I’m surprised that insurance totaled it. The repair estimates must’ve been astronomical.
 
I’m surprised that insurance totaled it. The repair estimates must’ve been astronomical.
The whole car frame actually bent/shifted over towards the drivers side. The front wheel was pushed in and the motor was tipped toward the drivers side. The moon roof was sitting uneven and sticking up on one side, suggesting more structural damage. The total repair cost was roughly 62K, added to depreciated value of vehicle and they ultimately totaled it. I followed the insurance auction and is sold for roughly 36K.
 
Random input, but the real reason to avoid always remote starting is your engine runs fairly rich when first started. It's very common to end up with fuel diluted oil when you start an engine and let it warm up on its own. You're better off starting it, letting it idle for 30-40 seconds, then driving easy until the engine is warmed up. If the intent of remote start is to run it at idle until the motor/heat/hvac is warm, not a great thing to do long-term.
 
Random input, but the real reason to avoid always remote starting is your engine runs fairly rich when first started. It's very common to end up with fuel diluted oil when you start an engine and let it warm up on its own. You're better off starting it, letting it idle for 30-40 seconds, then driving easy until the engine is warmed up. If the intent of remote start is to run it at idle until the motor/heat/hvac is warm, not a great thing to do long-term.
Is this really a thing to look out for? If so, it's the first I've heard of it.

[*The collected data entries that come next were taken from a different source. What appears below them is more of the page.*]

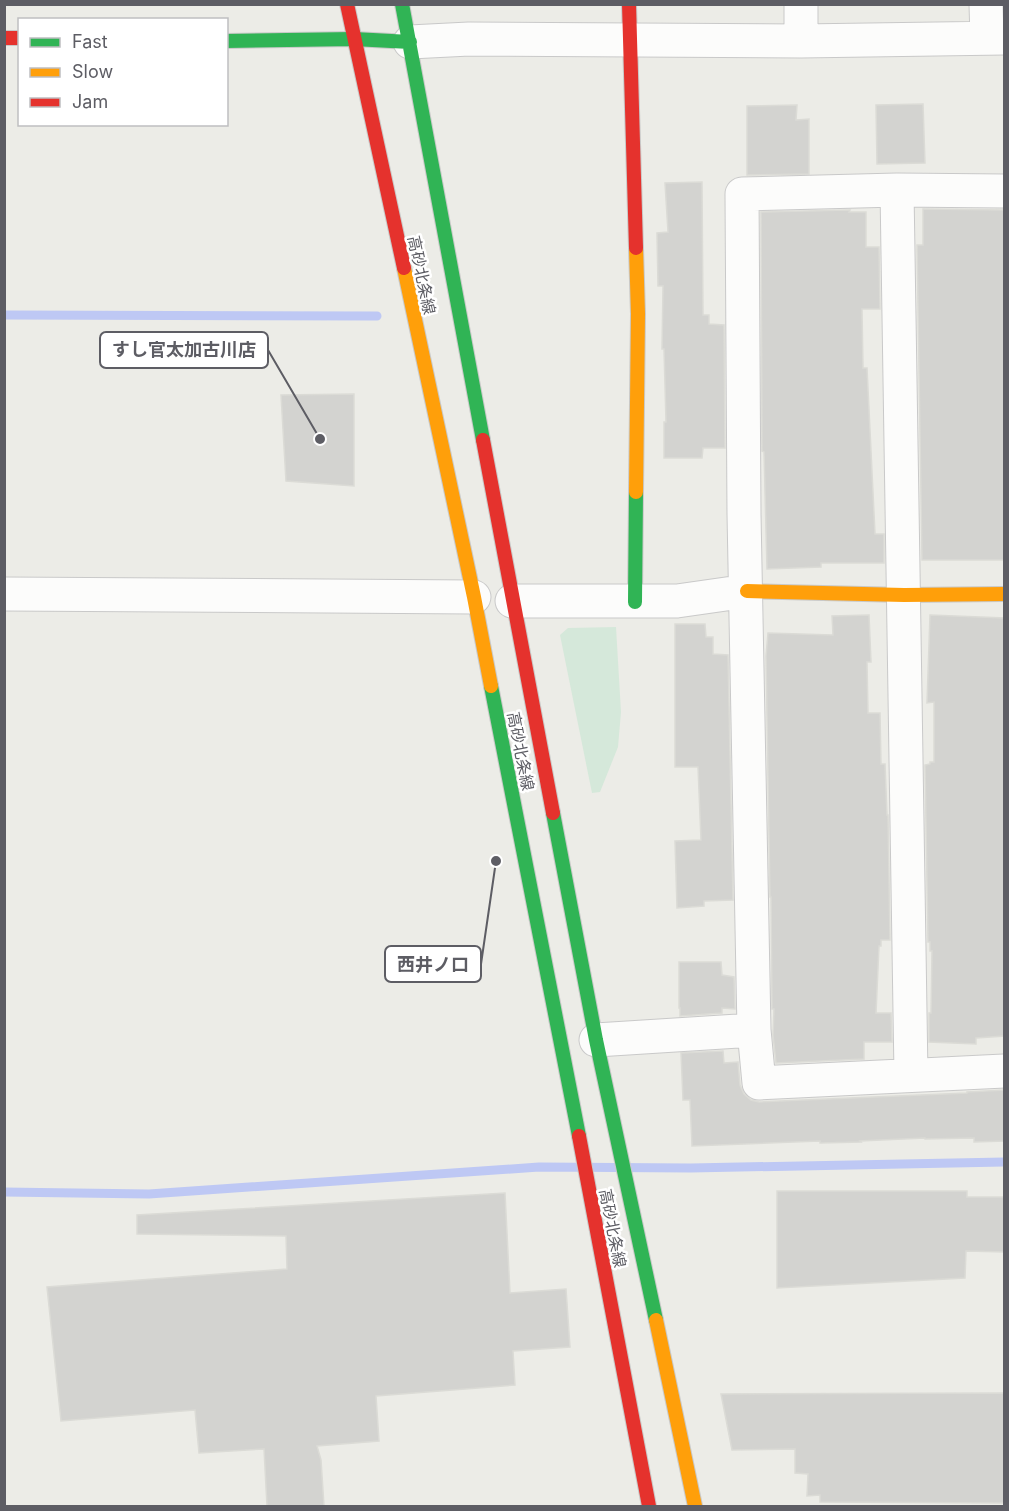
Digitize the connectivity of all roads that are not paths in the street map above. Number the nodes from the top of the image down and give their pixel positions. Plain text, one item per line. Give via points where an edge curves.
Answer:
1 (347, 4) edge
2 (402, 4) edge
3 (629, 4) edge
4 (801, 4) edge
5 (986, 4) edge
6 (996, 38) edge
7 (354, 39) junction
8 (631, 40) junction
9 (228, 41) edge
10 (801, 41) junction
11 (410, 42) junction
12 (897, 190) junction
13 (1005, 191) edge
14 (747, 591) junction
15 (4, 594) edge
16 (1005, 594) edge
17 (904, 595) junction
18 (474, 597) junction
19 (512, 601) junction
20 (635, 602) junction
21 (754, 1030) junction
22 (596, 1040) junction
23 (1005, 1071) edge
24 (911, 1076) junction
25 (649, 1506) edge
26 (695, 1506) edge

1 - 7 main road, 高砂北条線
2 - 11 main road, 高砂北条線
3 - 8 main road
4 - 10 street
5 - 6 street
6 - 10 street
7 - 9 main road
7 - 11 main road
7 - 18 main road, 高砂北条線
8 - 10 street
8 - 11 street
8 - 20 main road via 638,314
11 - 19 main road, 高砂北条線
12 - 13 street
12 - 14 street via 742,194
12 - 17 street
14 - 17 main road
14 - 20 street via 676,602
14 - 21 street
15 - 18 street
16 - 17 main road
17 - 24 street
18 - 25 main road, 高砂北条線
19 - 20 street
19 - 22 main road, 高砂北条線
21 - 22 street
21 - 24 street via 759,1083
22 - 26 main road, 高砂北条線
23 - 24 street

It's hard for me to discern driving easy vs. idling IMO. Please elaborate if it's legitimate.
 
Back in the days of yore, when carburetors ruled the land, a choke plate partially covered the throttle inlet during startup to richen the mixture and keep the engine running until it warmed up. The choke plate was usually connected via a linkage system to a bi-metallic coiled spring that uncoiled when warm and pulled the choke plate open. Because the mixture was so rich there were concerns that a sticking choke would cause too much fuel to enter the cylinders, washing the oil off the rings and scoring the walls.

When fuel injection came along, it was touted as always supplying the correct fuel/air ratio - even to a cold engine - and the world was instructed to not worry about washing the cylinder walls down with gas.

Marketing hype? Dunno.

But I have slept better ever since. :rofl:
 
Is this really a thing to look out for? If so, it's the first I've heard of it.

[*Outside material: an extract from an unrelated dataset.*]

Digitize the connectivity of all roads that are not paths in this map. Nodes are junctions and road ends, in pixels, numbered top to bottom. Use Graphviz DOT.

It's hard for me to discern driving easy vs. idling IMO. Please elaborate if it's legitimate.
Long story short, yes it is definitely a thing. It has to do with getting the cat up to temp asap. Idling until the engine is to temp takes a lot longer than driving it until it’s up to temp. The oil forum folks notice a very direct correlation between fuel dilution and letting a car warm up on its own.

Now does it cause measurable intention wear, or is the wear so minimal that you’re looking at issues with 550k miles instead of 575k, who knows. But the people doing lab oil analysis claim you’re far better off letting the motor idle for 30-40 seconds then driving tame until the engine is to temp.
 
Long story short, yes it is definitely a thing. It has to do with getting the cat up to temp asap. Idling until the engine is to temp takes a lot longer than driving it until it’s up to temp. The oil forum folks notice a very direct correlation between fuel dilution and letting a car warm up on its own.

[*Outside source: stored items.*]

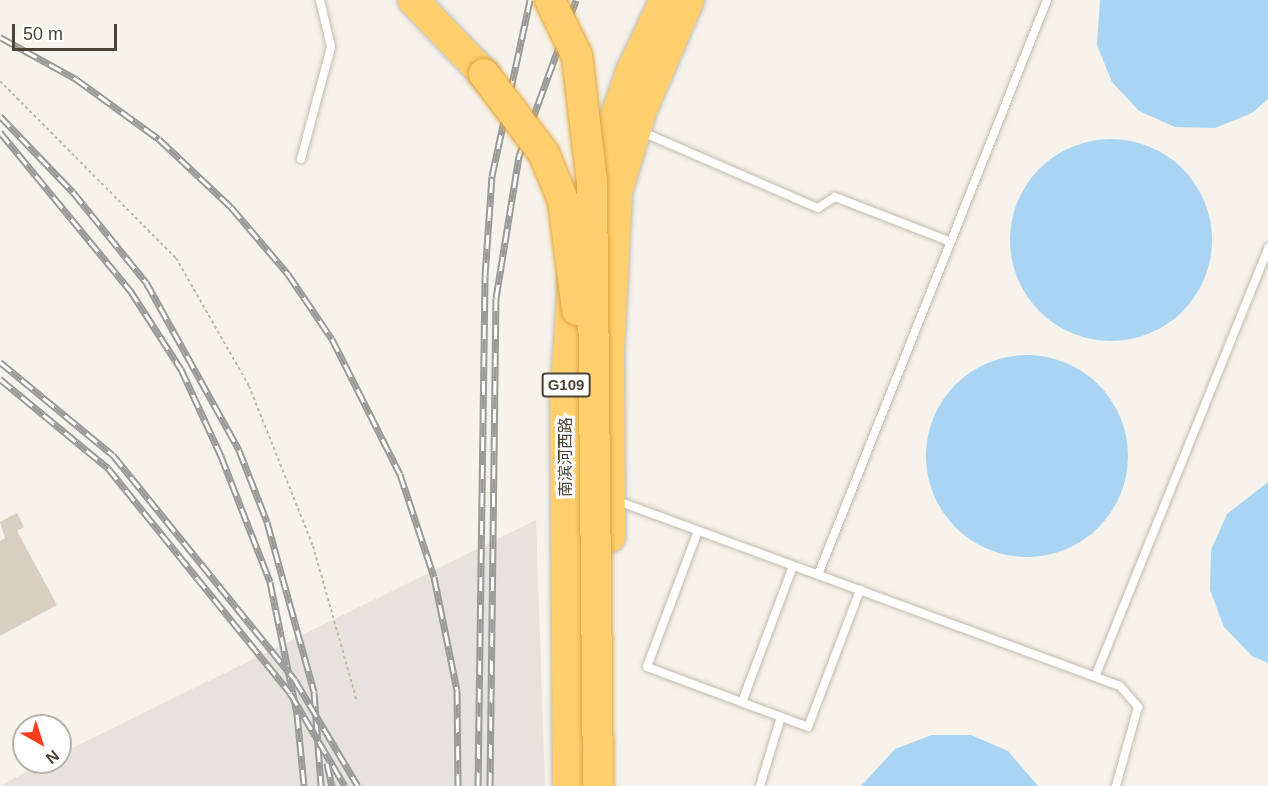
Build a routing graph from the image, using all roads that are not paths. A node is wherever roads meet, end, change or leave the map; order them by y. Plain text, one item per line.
1 (320, 0) edge
2 (413, 0) edge
3 (550, 0) edge
4 (664, 0) edge
5 (688, 0) edge
6 (1047, 0) edge
7 (636, 129) junction
8 (301, 159) dead end
9 (951, 242) junction
10 (1268, 248) edge
11 (610, 498) junction
12 (698, 531) junction
13 (793, 566) junction
14 (818, 575) junction
15 (860, 590) junction
16 (1095, 677) junction
17 (742, 702) junction
18 (781, 717) junction
19 (568, 786) edge
20 (583, 786) edge
21 (598, 786) edge
22 (613, 786) edge
23 (760, 786) edge
24 (1116, 786) edge

1 - 8 lane
2 - 20 highway, bridge
3 - 21 highway, bridge
4 - 19 highway, 南滨河西路 / G109
5 - 7 highway, G109
6 - 9 lane
7 - 9 lane
7 - 11 highway, G109
9 - 14 lane
10 - 16 lane
11 - 12 lane
11 - 22 highway, G109
12 - 13 lane
12 - 17 lane
13 - 14 lane
13 - 17 lane
14 - 15 lane
15 - 16 lane
15 - 18 lane
16 - 24 lane
17 - 18 lane
18 - 23 lane

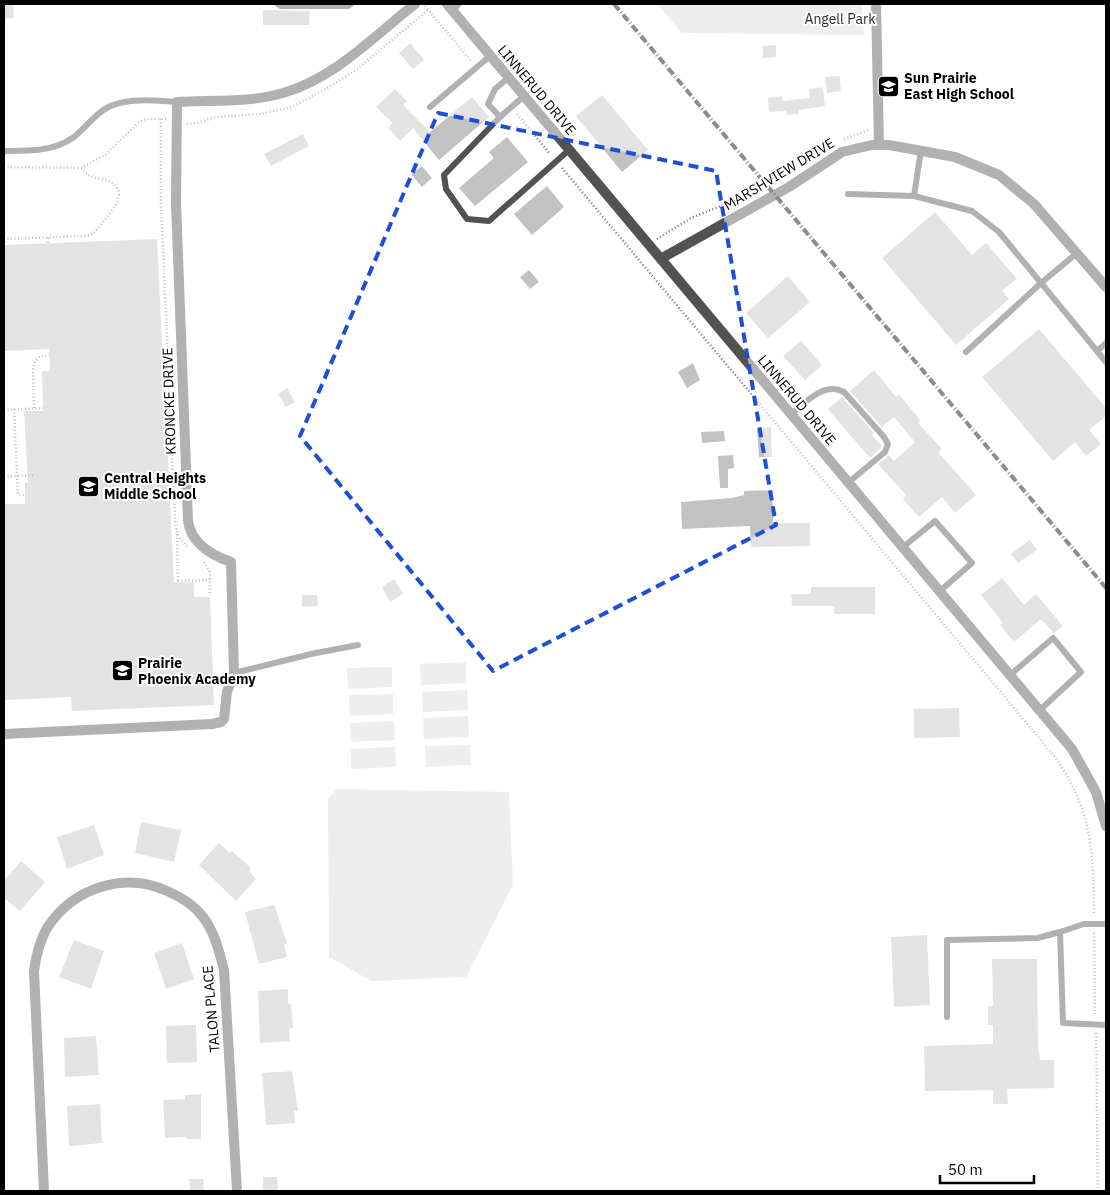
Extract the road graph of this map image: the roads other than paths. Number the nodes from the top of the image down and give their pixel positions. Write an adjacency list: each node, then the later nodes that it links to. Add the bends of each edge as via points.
1 (278, 4): 2 (lane, via 327,8)
2 (351, 4)
3 (415, 4): 9 (street, via 337,66 300,87 247,99)
4 (876, 4): 12 (street)
5 (453, 6): 6 (street, LINNERUD DRIVE)
6 (490, 56): 7 (street, LINNERUD DRIVE); 10 (lane)
7 (508, 78): 8 (street, LINNERUD DRIVE); 11 (lane, via 495,89 488,104)
8 (525, 95): 11 (lane); 13 (street, LINNERUD DRIVE)
9 (177, 102): 15 (lane, via 115,104 104,109 60,145 34,151); 31 (street, KRONCKE DRIVE, via 176,203 188,521 197,542 231,562)
10 (430, 107)
11 (500, 117): 13 (lane, via 444,175 446,189 467,219 488,222)
12 (879, 145): 14 (street, MARSHVIEW DRIVE); 19 (street, MARSHVIEW DRIVE, via 842,152 789,187)
13 (569, 150): 19 (street, LINNERUD DRIVE)
14 (921, 150): 17 (lane); 18 (street, MARSHVIEW DRIVE, via 955,157 999,174 1034,204)
15 (4, 151)
16 (848, 194): 17 (lane)
17 (914, 196): 20 (lane, via 972,211 999,232)
18 (1077, 253): 20 (lane); 21 (street, MARSHVIEW DRIVE)
19 (662, 258): 26 (street, LINNERUD DRIVE)
20 (1041, 283): 23 (lane); 24 (lane)
21 (1106, 287)
22 (1106, 343): 23 (lane)
23 (1097, 351): 25 (lane)
24 (966, 352)
25 (1106, 362)
26 (790, 415): 27 (street, LINNERUD DRIVE); 27 (lane, via 827,389 836,388 844,392 878,430 888,444 884,452)
27 (849, 482): 28 (street, LINNERUD DRIVE)
28 (903, 547): 29 (street, LINNERUD DRIVE); 29 (lane, via 935,521 972,563)
29 (940, 591): 32 (street, LINNERUD DRIVE)
30 (358, 645): 31 (lane)
31 (234, 673): 34 (street, KRONCKE DRIVE, via 227,692 225,715 217,724)
32 (1010, 675): 33 (street, LINNERUD DRIVE); 33 (lane, via 1053,638 1081,672)
33 (1040, 710): 35 (street, LINNERUD DRIVE, via 1081,763 1096,792)
34 (4, 734)
35 (1106, 826)
36 (1106, 924): 37 (lane, via 1084,924)
37 (1060, 932): 38 (lane, via 1037,938 947,940); 39 (lane, via 1063,1023)
38 (947, 1018)
39 (1106, 1025)
40 (44, 1191): 41 (street, TALON PLACE, via 34,972 38,948 48,928 85,893 110,883 127,881 157,886 185,899 203,917 216,939 224,970)
41 (237, 1191)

Now does it cause measurable intention wear, or is the wear so minimal that you’re looking at issues with 550k miles instead of 575k, who knows. But the people doing lab oil analysis claim you’re far better off letting the motor idle for 30-40 seconds then driving tame until the engine is to temp.
I'll have to take your word for it. My usual AM commute is either:

A- remote start and let idle for 2-5 min, then drive 60mph shortly after leaving garage

OR

B- start, let idle for 15-30 seconds, then drive 60mph shortly after leaving garage

Not a lot of leeway for tame driving in my circumstance, so it looks like I will definitely be testing the tolerances and longevity of this platform and fuel/oil dilution.